Mevhibe İnönü’yü tanımayan polis gümrüklü alana almak istemese de gazetecinin işaretiyle izin verir.

Çünkü Mevhibe Hanım 2. Cumhurbaşkanının eşi olduğunu söylememiş, VIP salonunu kullanmamıştır. Daha sonra gazetecinin söylemesiyle yaşlı kadının Mevhibe Hanım olduğunu öğrenen polis arkasından yetişir, özür diler, ellerinden öper. Özden Hanım’ı da alarak torun Gülsün’ün yanına götürür.

Mevhibe Hanım 45 dakika kadar daha torunuyla beraber olmaktan çok mutlu olur. Havaalanından gazeteci ve polise çok teşekkür ederek ayrılır.

*************************************

DEMİREL- İNÖNÜ

Aşağıdaki fotoğraf 10 Kasım 1966'da Anıtkabir'de çekilmiş. O dönem Süleyman Demirel Başbakan, İsmet İnönü ise ana muhalefet lideriydi.

Demirel protokol gereği arkasından yürüyen İsmet İnönü’yü bekler ve elinden tutarak birlikte kolkola yürümelerini sağlar.

Anıtkabir’de çekilmiş diğer fotoğraf da, bir başka törende protokol gereği bir araya gelen, Demirel ve İnönü’nün elele merdivenlerden inişini gösteriyor. Demirel, Kurtuluş Savaşı kahramanlarından 2. Cumhurbaşkanı İsmet Paşa’ya olan, saygısını gösteriyor.

Oysaki İsmet İnönü’nün Demirel’in arkasından yürümesinden Adalet Partili milyonlarca taraftarı çok mutlu olacaktı. Fanatik bazı taraftarları Demirel’i bu sebeple eleştirmişti.

Ama Demirel siyasetçi gibi değil, devlet adamı gibi davranmıştı.

****

Rahmetli Süleyman Demirel ve İsmet İnönü ile alakalı başka anekdotlar da var.

Demirel’in partisinden (Adalet Partisi) bir milletvekili en büyük rakibi olan CHP Genel Başkanı İsmet İnönü’yü eleştirirken dozu fazla kaçırınca, Demirel bu milletvekilini odasına çağırıp ikaz etmiş:

“İnönü’nün arkasında iki cephede kazanılmış iki zafer var. Senin arkanda ise terzinin diktiği ceketten başka bir şey yok.”

****

Bir de Yavuz Donat’tan çok değerli bir hatırayı nakledelim:

“Anıtkabir'deydik... Bir törende. Devlet protokolü gereği... Önde "40 yaşındaki" Başbakan yürüyordu... Süleyman Demirel.

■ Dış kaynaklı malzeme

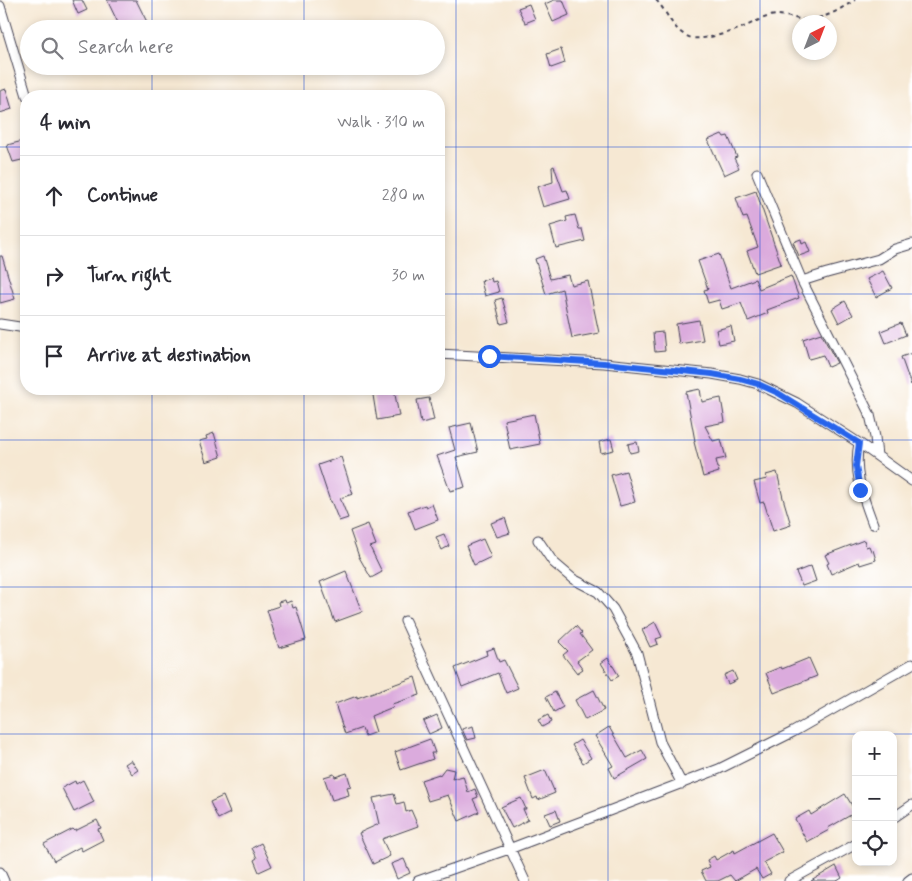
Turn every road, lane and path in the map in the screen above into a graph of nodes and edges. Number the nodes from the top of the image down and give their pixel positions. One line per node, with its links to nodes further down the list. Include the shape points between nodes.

Arkasında Anayasa Mahkemesi Başkanı... Genelkurmay Başkanı.

Daha geride ana muhalefet partisi CHP'nin "80 yaşındaki" genel başkanı... İsmet İnönü. Genç Başbakan Süleyman Demirel "İkinci Cumhurbaşkanı İsmet İnönü'nün önünde yürümeyi" içine sindiremedi... Ve...

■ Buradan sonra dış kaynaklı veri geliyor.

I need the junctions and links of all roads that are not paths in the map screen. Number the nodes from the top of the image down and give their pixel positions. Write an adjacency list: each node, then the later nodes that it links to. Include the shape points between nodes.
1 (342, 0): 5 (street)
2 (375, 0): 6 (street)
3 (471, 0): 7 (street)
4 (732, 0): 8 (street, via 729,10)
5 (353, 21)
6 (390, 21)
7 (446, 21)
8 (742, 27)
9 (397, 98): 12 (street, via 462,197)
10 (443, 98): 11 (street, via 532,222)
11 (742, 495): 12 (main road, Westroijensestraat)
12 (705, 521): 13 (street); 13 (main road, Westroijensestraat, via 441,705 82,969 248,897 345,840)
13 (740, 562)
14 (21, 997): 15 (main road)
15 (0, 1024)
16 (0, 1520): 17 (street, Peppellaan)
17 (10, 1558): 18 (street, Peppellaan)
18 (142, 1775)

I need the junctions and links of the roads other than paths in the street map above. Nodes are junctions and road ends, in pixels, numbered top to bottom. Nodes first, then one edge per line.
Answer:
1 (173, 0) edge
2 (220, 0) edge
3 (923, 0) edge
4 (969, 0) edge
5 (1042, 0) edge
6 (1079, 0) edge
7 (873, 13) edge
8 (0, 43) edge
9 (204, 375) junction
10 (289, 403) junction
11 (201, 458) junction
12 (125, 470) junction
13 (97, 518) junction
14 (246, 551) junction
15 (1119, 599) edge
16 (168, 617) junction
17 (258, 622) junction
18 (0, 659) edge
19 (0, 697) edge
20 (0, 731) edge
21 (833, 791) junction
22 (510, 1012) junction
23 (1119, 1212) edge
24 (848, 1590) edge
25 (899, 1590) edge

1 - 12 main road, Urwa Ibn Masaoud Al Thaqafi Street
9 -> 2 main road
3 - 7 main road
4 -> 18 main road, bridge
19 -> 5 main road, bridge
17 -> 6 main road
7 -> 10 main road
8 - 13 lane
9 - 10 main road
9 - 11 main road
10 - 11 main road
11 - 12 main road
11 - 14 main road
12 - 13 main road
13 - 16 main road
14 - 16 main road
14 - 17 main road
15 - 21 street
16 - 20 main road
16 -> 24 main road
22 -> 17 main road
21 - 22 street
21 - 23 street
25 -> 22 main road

Sanki İsmet Paşa ile bir şeyler konuşacakmış gibi yaptı... "İnönü ile yan yana yürümeye" başladı.

İsmet İnönü bir ara durdu ve... "Sayın Başbakan" dedi:

- Lütfen protokoldeki yerinize geçiniz... Önden yürüyünüz... Ben sizin arkanızdan yürüyeceğim... Protokol insanı küçültmez.”,3

*****************************

ERDOĞAN VE AİLESİ

Yazımın bu bölümünde Ak Parti Genel Başkanı ve Cumhurbaşkanı Recep Tayyip Erdoğan ve eşi Emine Erdoğan hakkında tarihe not düşmek adına örnekler yazmak istiyordum. Ancak benzer durumlarda Erdoğan’ın, eşinin ve hatta çocuklarının davranış tarzlarını hepimiz iyi biliyoruz.

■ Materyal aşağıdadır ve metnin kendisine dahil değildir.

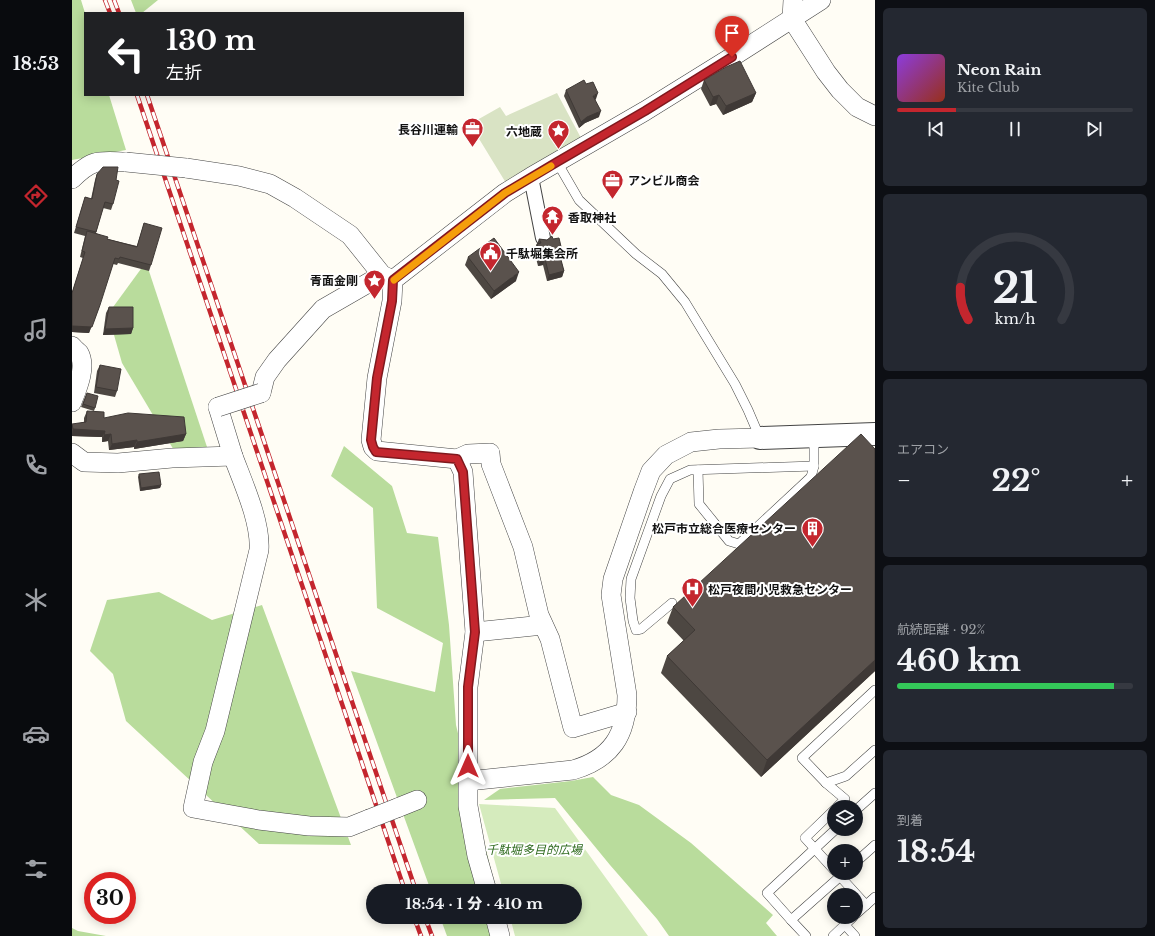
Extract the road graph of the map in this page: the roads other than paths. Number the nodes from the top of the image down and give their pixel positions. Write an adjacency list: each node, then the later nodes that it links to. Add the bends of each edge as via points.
1 (793, 0): 3 (street)
2 (821, 0): 3 (street)
3 (792, 19): 4 (street, via 840,90 857,107); 5 (street, via 645,111)
4 (875, 116)
5 (557, 162): 6 (street); 14 (lane, via 579,200 636,254 662,274 685,302 735,384)
6 (531, 177): 8 (street); 9 (street)
7 (72, 179): 9 (street, bridge, via 96,161 186,168 239,176 270,184 350,235)
8 (544, 238)
9 (388, 277): 16 (street, bridge, via 323,309 277,360 265,377 261,393 218,407); 17 (street, via 392,301 377,378 371,440 373,447 376,452)
10 (72, 346): 11 (street, via 79,354 82,366)
11 (72, 402)
12 (875, 434): 13 (street)
13 (814, 436): 14 (street); 18 (lane)
14 (760, 438): 24 (street, via 691,442 666,455 651,471 612,580 611,595 627,695)
15 (72, 453): 16 (street, via 84,462 118,463)
16 (233, 456): 29 (street, bridge, via 258,527 258,550 215,730 203,762 193,808 259,820 309,826 349,827)
17 (457, 459): 21 (street, via 468,454 490,453 491,464 523,547); 22 (street, via 463,472)
18 (814, 466): 19 (lane); 19 (lane, via 811,477 739,544 729,542 699,504)
19 (698, 470): 20 (lane, via 690,470 670,479 661,496 630,579 630,598 636,630 641,629)
20 (672, 604)
21 (543, 625): 22 (street); 24 (street, via 550,639 573,728)
22 (475, 632): 26 (street, via 468,687)
23 (875, 690): 27 (lane, via 802,758)
24 (627, 712): 26 (street, via 616,741 607,752 586,766 572,770)
25 (875, 750): 27 (lane, via 846,776)
26 (468, 781): 40 (street, via 468,806 477,856)
27 (826, 783): 30 (lane)
28 (875, 793): 31 (lane)
29 (417, 800)
30 (844, 800)
31 (863, 804)
32 (827, 817): 35 (lane, via 805,838)
33 (828, 836): 35 (lane)
34 (875, 845): 36 (lane)
35 (815, 848): 37 (lane); 44 (lane, via 767,893)
36 (863, 856)
37 (827, 860)
38 (832, 880): 44 (lane)
39 (845, 880): 42 (lane)
40 (486, 884)
41 (874, 898): 42 (lane)
42 (866, 905): 43 (lane)
43 (863, 908)
44 (792, 920): 48 (lane)
45 (497, 924): 47 (street)
46 (846, 925): 49 (lane); 50 (lane)
47 (500, 936)
48 (806, 936)
49 (833, 936)
50 (855, 936)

“Asrın liderimizin” ve yakınlarının verdiğimiz örneklere benzemeyen, kendilerine özgü karakterleri olduğuna şüphe yok. İtibar, tasarruf ve güç anlayışları da farklı. Onlar kendi özelliklerini yansıtan olaylar ile tarihe geçecek.

Dilerim ki, “Yeni Türkiye” iddiasında olanlar, “eski Türkiye’de” yaşadığımız bu ve benzeri güzellikleri hatta daha iyilerini, yaşatmak için çaba göstersinler.

Öyle olalım ki, “Almanlar bizi kıskanıyor” sözü gerçek olsun.